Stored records
■ ■ ■ ■ ■

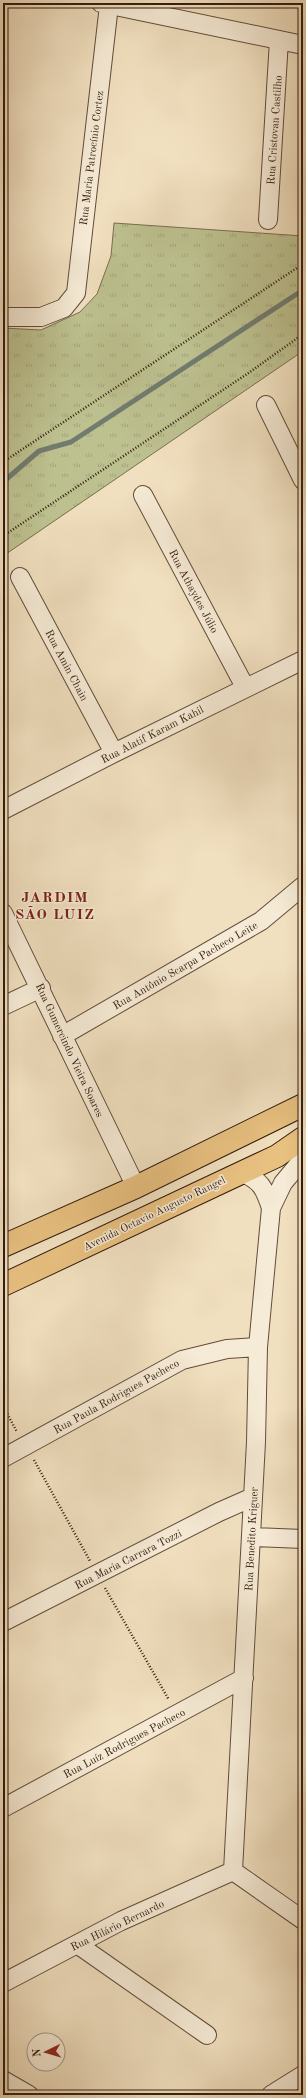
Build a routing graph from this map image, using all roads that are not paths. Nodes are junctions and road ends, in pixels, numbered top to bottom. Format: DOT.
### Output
graph roads {
  1 [pos="105,4"];
  2 [pos="279,40"];
  3 [pos="303,45"];
  4 [pos="268,220"];
  5 [pos="3,317"];
  6 [pos="266,405"];
  7 [pos="303,480"];
  8 [pos="143,495"];
  9 [pos="20,576"];
  10 [pos="303,660"];
  11 [pos="245,687"];
  12 [pos="114,753"];
  13 [pos="3,810"];
  14 [pos="303,886"];
  15 [pos="3,913"];
  16 [pos="41,988"];
  17 [pos="3,1006"];
  18 [pos="62,1036"];
  19 [pos="303,1105"];
  20 [pos="303,1138"];
  21 [pos="277,1156"];
  22 [pos="303,1158"];
  23 [pos="241,1172"];
  24 [pos="136,1187"];
  25 [pos="271,1208"];
  26 [pos="3,1246"];
  27 [pos="3,1285"];
  28 [pos="258,1347"];
  29 [pos="3,1458"];
  30 [pos="253,1498"];
  31 [pos="251,1537"];
  32 [pos="303,1539"];
  33 [pos="3,1622"];
  34 [pos="244,1678"];
  35 [pos="3,1808"];
  36 [pos="233,1871"];
  37 [pos="303,1920"];
  38 [pos="77,1944"];
  39 [pos="3,1983"];
  40 [pos="207,2035"];
  41 [pos="303,2075"];
  42 [pos="3,2080"];
  43 [pos="28,2095"];
  44 [pos="271,2095"];
  1 -- 2 [label="street"];
  1 -- 5 [label="street, Rua Maria Patrocínio Cortez"];
  2 -- 3 [label="street"];
  2 -- 4 [label="street, Rua Cristovan Castilho"];
  6 -- 7 [label="street"];
  8 -- 11 [label="street, Rua Athaydes Júlio"];
  9 -- 12 [label="street, Rua Amin Chain"];
  10 -- 11 [label="street, Rua Alatif Karam Kahil"];
  11 -- 12 [label="street, Rua Alatif Karam Kahil"];
  12 -- 13 [label="street, Rua Alatif Karam Kahil"];
  14 -- 18 [label="street, Rua Antônio Scarpa Pacheco Leite"];
  15 -- 16 [label="street, Rua Gumercindo Vieira Soares"];
  16 -- 17 [label="street"];
  16 -- 18 [label="street, Rua Gumercindo Vieira Soares"];
  18 -- 24 [label="street, Rua Gumercindo Vieira Soares"];
  19 -- 24 [label="main road"];
  20 -- 21 [label="main road, Avenida Octavio Augusto Rangel"];
  21 -- 22 [label="street"];
  21 -- 23 [label="main road, Avenida Octavio Augusto Rangel"];
  22 -- 25 [label="street, Rua Benedito Kriguer"];
  23 -- 25 [label="street, Rua Benedito Kriguer"];
  23 -- 27 [label="main road, Avenida Octavio Augusto Rangel"];
  24 -- 26 [label="main road"];
  25 -- 28 [label="street, Rua Benedito Kriguer"];
  28 -- 29 [label="street, Rua Paula Rodrigues Pacheco"];
  28 -- 30 [label="street, Rua Benedito Kriguer"];
  30 -- 31 [label="street, Rua Benedito Kriguer"];
  30 -- 33 [label="street, Rua Maria Carrara Tozzi"];
  31 -- 32 [label="street"];
  31 -- 34 [label="street, Rua Benedito Kriguer"];
  34 -- 35 [label="street, Rua Luíz Rodrigues Pacheco"];
  34 -- 36 [label="street, Rua Benedito Kriguer"];
  36 -- 37 [label="street"];
  36 -- 38 [label="street, Rua Hilário Bernardo"];
  38 -- 39 [label="street, Rua Hilário Bernardo"];
  38 -- 40 [label="street"];
  41 -- 44 [label="street"];
  42 -- 43 [label="street"];
}
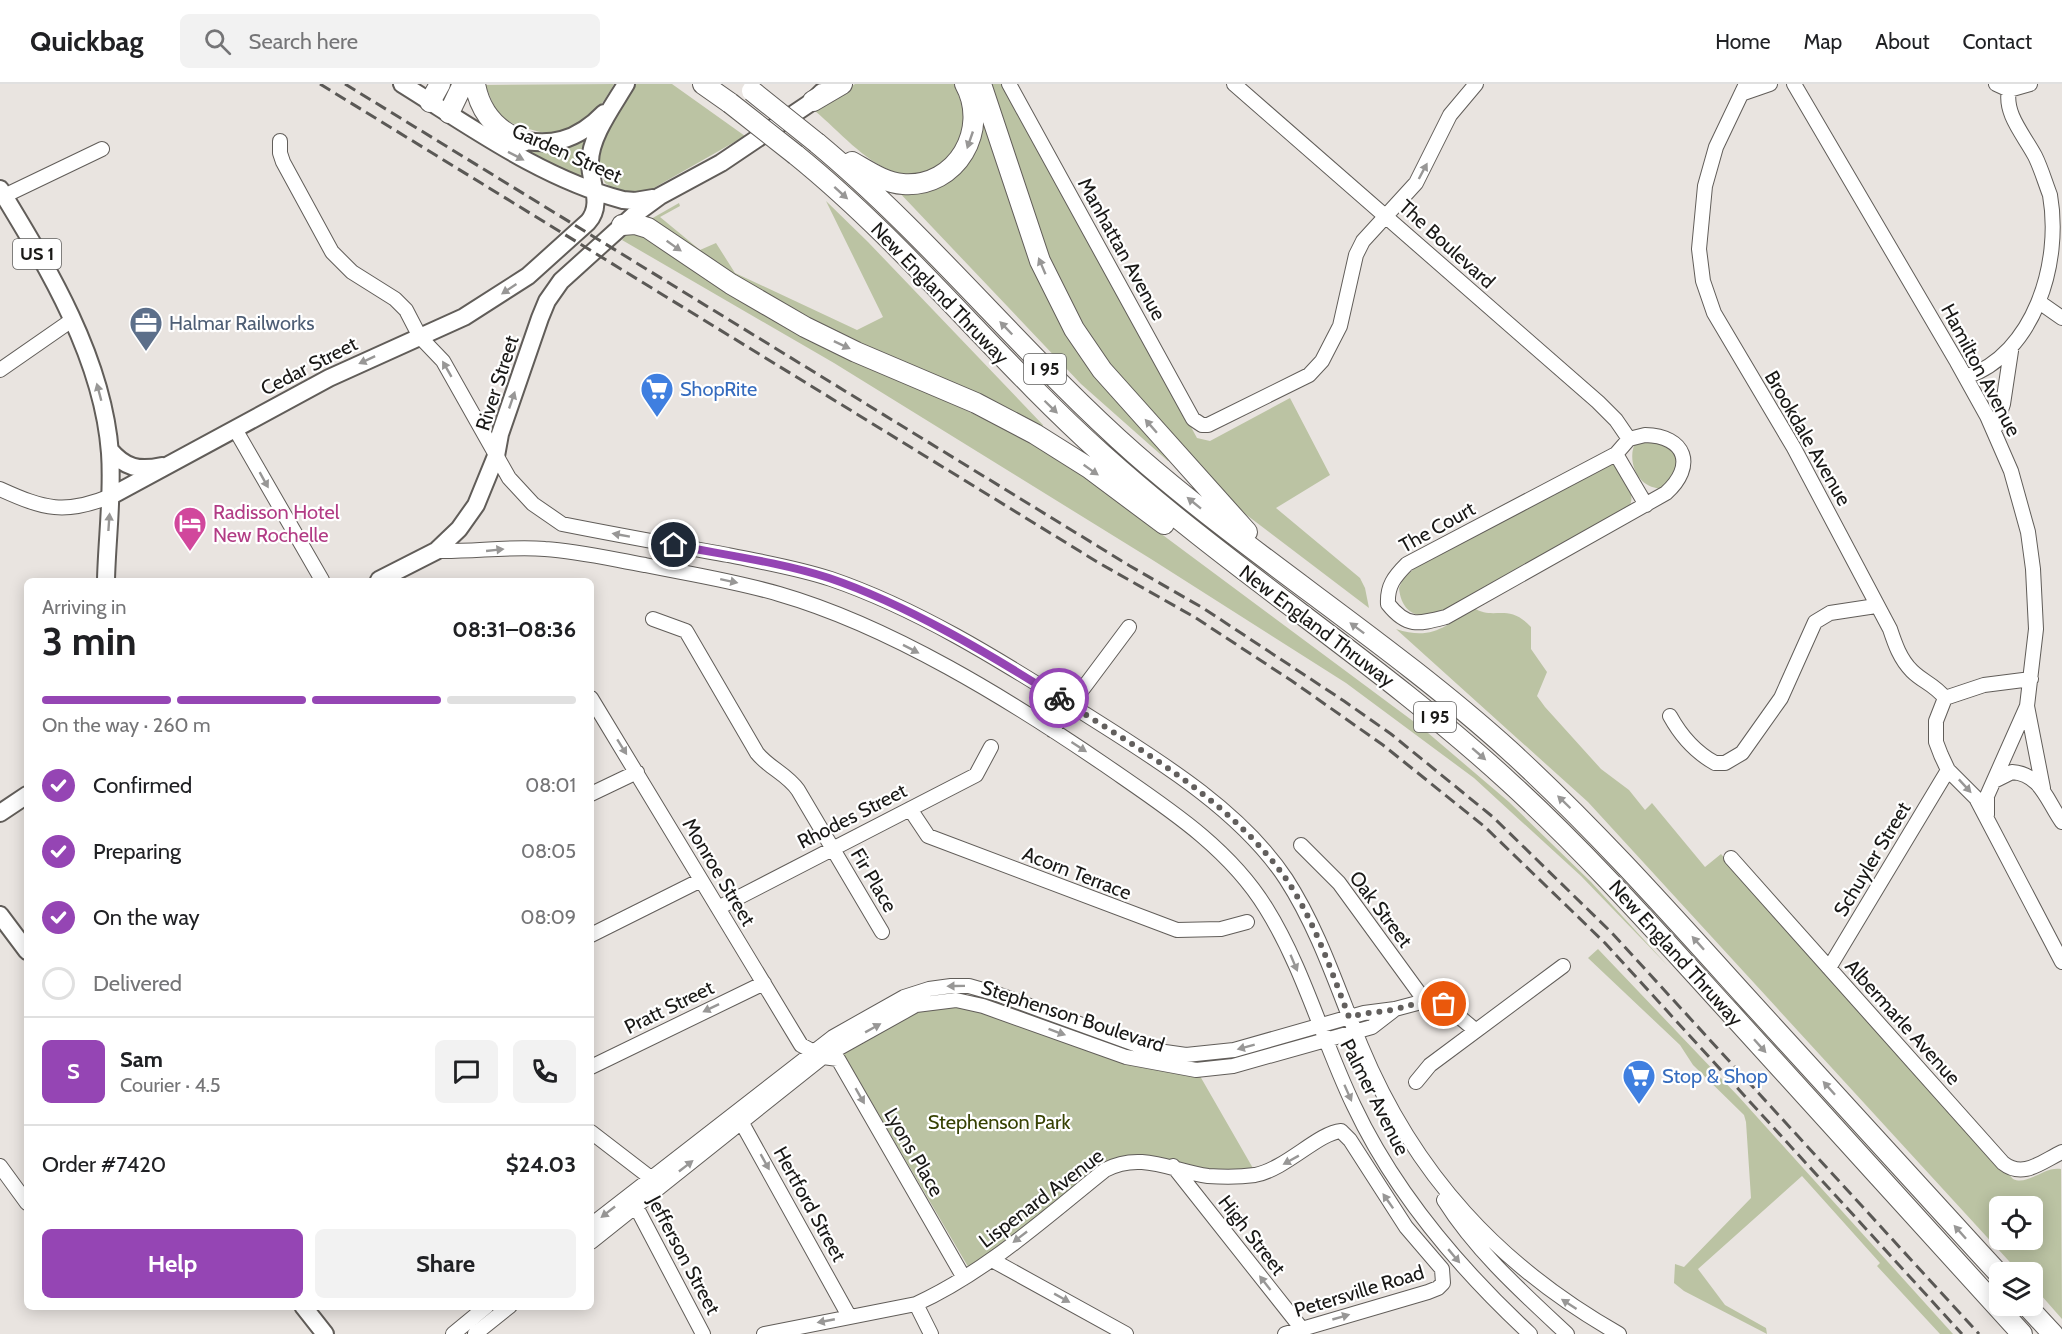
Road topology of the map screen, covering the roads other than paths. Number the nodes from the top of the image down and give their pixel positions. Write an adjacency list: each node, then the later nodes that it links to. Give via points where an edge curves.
1 (402, 84): 22 (main road, Garden Street)
2 (440, 84): 22 (highway)
3 (463, 84): 23 (highway)
4 (475, 84): 26 (highway, via 478,100 489,119 502,131)
5 (626, 84): 20 (main road)
6 (704, 84): 56 (highway, New England Thruway / I 95, one-way to 56, bridge, via 796,154 894,244 1072,427 1159,504)
7 (828, 84): 21 (main road)
8 (842, 84): 21 (highway)
9 (965, 84): 27 (highway, one-way to 27, via 973,102 972,137 957,163 930,181 906,185 890,182)
10 (981, 84): 55 (highway, one-way to 10, via 1102,370 1074,329 1040,261)
11 (1010, 84): 32 (street, Manhattan Avenue, via 1194,419 1202,425 1309,375 1340,326 1356,255 1363,241)
12 (1234, 84): 32 (street, The Boulevard)
13 (1476, 84): 32 (street, one-way to 13, via 1416,183 1450,115)
14 (1770, 84): 19 (street, Brookdale Avenue)
15 (1794, 84): 40 (street, Hamilton Avenue)
16 (2030, 84): 17 (street)
17 (2002, 87): 34 (street, via 2054,207 2053,262)
18 (747, 88): 27 (highway, New England Thruway / I 95, bridge)
19 (1745, 88): 57 (street, Brookdale Avenue, via 1716,147 1705,186 1699,249 1703,281 1714,313 1794,448)
20 (615, 101): 26 (main road, via 575,137 550,144); 29 (main road, Cedar Street, via 591,155)
21 (813, 101): 31 (main road, via 722,163)
22 (430, 102): 23 (main road, Garden Street)
23 (449, 113): 24 (main road, Garden Street)
24 (467, 124): 26 (main road); 29 (main road, Garden Street, one-way to 29, via 507,152)
25 (280, 141): 37 (street, Palmer Avenue, via 283,162 332,252 352,272 395,299 406,310)
26 (523, 141)
27 (817, 143): 55 (highway, New England Thruway / I 95, one-way to 27, via 1197,506 1107,428 916,233)
28 (102, 149): 30 (street)
29 (594, 190): 31 (main road, Garden Street, via 629,201); 37 (main road, Cedar Street, one-way to 37, via 596,209 591,220 541,265 479,308)
30 (2, 192): 36 (main road, US 1)
31 (660, 196): 33 (main road, River Street)
32 (1387, 216): 43 (street, The Boulevard, via 1598,402)
33 (622, 225): 46 (main road, River Street, one-way to 33, via 500,434 547,301 577,265); 56 (highway, one-way to 56, via 648,228 730,285 822,336 1017,423 1089,468 1210,556)
34 (2042, 304): 35 (street); 38 (street)
35 (2062, 318)
36 (72, 320): 39 (street); 44 (main road, US 1, one-way to 36, via 94,374)
37 (420, 337): 41 (main road, Cedar Street, one-way to 41, via 363,361); 46 (street, Palmer Avenue, one-way to 37, via 443,361)
38 (2011, 351): 40 (street, via 1987,369); 42 (street, via 2003,404)
39 (0, 370)
40 (1965, 377): 42 (street, Hamilton Avenue)
41 (235, 429): 47 (main road, Cedar Street); 53 (street, one-way to 53)
42 (1994, 431): 60 (street, Hamilton Avenue, via 2011,471 2028,532 2036,619)
43 (1629, 439): 45 (street, The Court); 50 (street, The Court, via 1666,436 1683,453 1678,483)
44 (110, 450): 47 (main road, via 135,469); 49 (main road, US 1)
45 (1616, 454): 50 (street); 50 (street, The Court, via 1407,564 1389,586 1388,604 1397,615 1414,624 1446,616)
46 (496, 456): 51 (main road, River Street, via 476,505); 63 (street, Palmer Avenue, one-way to 46, via 918,618 830,579 792,568 562,524 523,494)
47 (174, 464): 49 (main road, Cedar Street)
48 (0, 489): 49 (street, Cedar Street, via 28,502 66,508 86,507)
49 (111, 496): 52 (main road, US 1, one-way to 49)
50 (1646, 505)
51 (436, 551): 54 (main road, River Street); 66 (street, Palmer Avenue, one-way to 66, via 549,549 779,593 885,636)
52 (105, 578)
53 (321, 578)
54 (383, 578)
55 (1290, 578): 114 (highway, New England Thruway / I 95, one-way to 55, via 1563,800 1446,696)
56 (1267, 588): 135 (highway, New England Thruway / I 95, one-way to 135, via 1483,757 1568,838)
57 (1876, 606): 61 (street, Brookdale Avenue, via 1890,629 1896,650 1912,671 1934,684); 65 (street, via 1830,613 1815,622 1781,698 1734,759 1715,763 1702,756 1681,735)
58 (653, 619): 79 (street, Fir Place, via 686,631 757,753 764,763 792,782)
59 (1129, 627): 63 (street)
60 (2031, 678): 61 (street, via 1984,685); 64 (street, Hamilton Avenue)
61 (1946, 698): 68 (street, via 1936,721 1936,742)
62 (594, 703): 69 (street, Monroe Street, one-way to 69)
63 (1070, 705): 66 (street); 94 (street, Palmer Avenue, via 1203,796 1260,847 1305,913)
64 (2028, 706): 70 (street, Hamilton Avenue); 71 (street, Hamilton Avenue)
65 (1670, 716)
66 (1052, 730): 95 (street, Palmer Avenue, one-way to 95, via 1194,829 1248,880 1284,941)
67 (991, 747): 74 (street, Rhodes Street, via 976,775)
68 (1948, 770): 76 (street, one-way to 76, via 1976,798); 90 (street, Schuyler Street)
69 (637, 772): 72 (street); 81 (street, Monroe Street)
70 (1994, 781): 71 (street, via 2012,772 2022,772); 76 (street, Hamilton Avenue, via 1987,796)
71 (2043, 788): 77 (street)
72 (594, 793)
73 (24, 797): 75 (main road)
74 (910, 809): 79 (street, Rhodes Street); 84 (street, Acorn Terrace, via 928,836 1177,930 1221,929)
75 (0, 813)
76 (1987, 818): 88 (street)
77 (2062, 822)
78 (1301, 845): 92 (street, Oak Street, via 1339,883)
79 (832, 848): 82 (street, Rhodes Street); 85 (street, Fir Place)
80 (1731, 858): 90 (street, Albermarle Avenue)
81 (701, 880): 82 (street, Monroe Street); 86 (street)
82 (718, 908): 91 (street, Monroe Street)
83 (2, 921): 87 (main road)
84 (1247, 922)
85 (882, 932)
86 (594, 934)
87 (24, 947)
88 (2062, 962)
89 (1563, 966): 96 (street)
90 (1829, 968): 104 (street, Albermarle Avenue, via 2003,1163 2021,1172)
91 (764, 983): 99 (street, Monroe Street, via 801,1045); 100 (street, Pratt Street, one-way to 100)
92 (1425, 1001): 93 (street, Stephenson Boulevard); 96 (street, via 1444,1004)
93 (1395, 1009): 94 (street, Stephenson Boulevard); 97 (street, Stephenson Boulevard, via 1372,1027)
94 (1349, 1017): 95 (street, Stephenson Boulevard); 97 (street, Palmer Avenue)
95 (1319, 1026): 98 (street, Palmer Avenue); 99 (street, Stephenson Boulevard, one-way to 99, via 1234,1050 1186,1055 1141,1047 997,994 969,986 951,986 904,997)
96 (1475, 1030): 101 (street, via 1430,1065)
97 (1356, 1031): 98 (street, Stephenson Boulevard); 105 (street, Palmer Avenue, via 1381,1091)
98 (1324, 1040): 99 (street, Stephenson Boulevard, one-way to 98, via 916,1005 956,1000 983,1006 1126,1058 1196,1070 1233,1066); 132 (street, Palmer Avenue, one-way to 132, via 1354,1108 1396,1181 1474,1279)
99 (817, 1054): 102 (street, Stephenson Boulevard); 115 (street, Lyons Place, one-way to 115, via 838,1059)
100 (594, 1066)
101 (1416, 1082)
102 (739, 1117): 108 (street, Stephenson Boulevard); 121 (street, Hertford Street, one-way to 121)
103 (594, 1134): 108 (street)
104 (2062, 1153)
105 (1420, 1156): 133 (street, Palmer Avenue, via 1459,1224); 134 (street, Palmer Avenue, one-way to 105, via 1556,1295 1509,1258 1467,1217)
106 (0, 1166): 109 (street)
107 (1173, 1166): 113 (street, Lispenard Avenue, one-way to 113, via 1139,1161 1105,1170); 116 (street, Lispenard Avenue, one-way to 107, via 1442,1269 1406,1227 1341,1131 1329,1134 1292,1160 1254,1175 1208,1176); 123 (street, High Street, one-way to 107)
108 (656, 1182): 110 (street, Stephenson Boulevard)
109 (24, 1199)
110 (632, 1201): 111 (street, Stephenson Boulevard, one-way to 111); 112 (street, Stephenson Boulevard); 128 (street, Jefferson Street)
111 (594, 1223)
112 (594, 1239)
113 (992, 1260): 115 (street, Lispenard Avenue); 130 (street, one-way to 130)
114 (1989, 1263)
115 (964, 1278): 117 (street, Lispenard Avenue)
116 (1443, 1282): 123 (street, Petersville Road, one-way to 116, via 1428,1292)
117 (916, 1304): 121 (street, Lispenard Avenue); 129 (street)
118 (306, 1310): 125 (main road)
119 (482, 1310): 126 (street)
120 (505, 1310): 127 (street)
121 (849, 1316): 124 (street, Lispenard Avenue, one-way to 124)
122 (2036, 1316): 136 (highway)
123 (1302, 1329): 131 (street, Petersville Road)
124 (772, 1333)
125 (325, 1334)
126 (453, 1334)
127 (475, 1334)
128 (703, 1334)
129 (931, 1334)
130 (1126, 1334)
131 (1285, 1334)
132 (1530, 1334)
133 (1567, 1334)
134 (1619, 1334)
135 (2022, 1334)
136 (2053, 1334)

■ ■ ■ ■ ■

**Problem details**
Search the entries for the word "Octavio" and gather every line where it appears.

**Answer to this exercise**
  20 -- 21 [label="main road, Avenida Octavio Augusto Rangel"];
  21 -- 23 [label="main road, Avenida Octavio Augusto Rangel"];
  23 -- 27 [label="main road, Avenida Octavio Augusto Rangel"];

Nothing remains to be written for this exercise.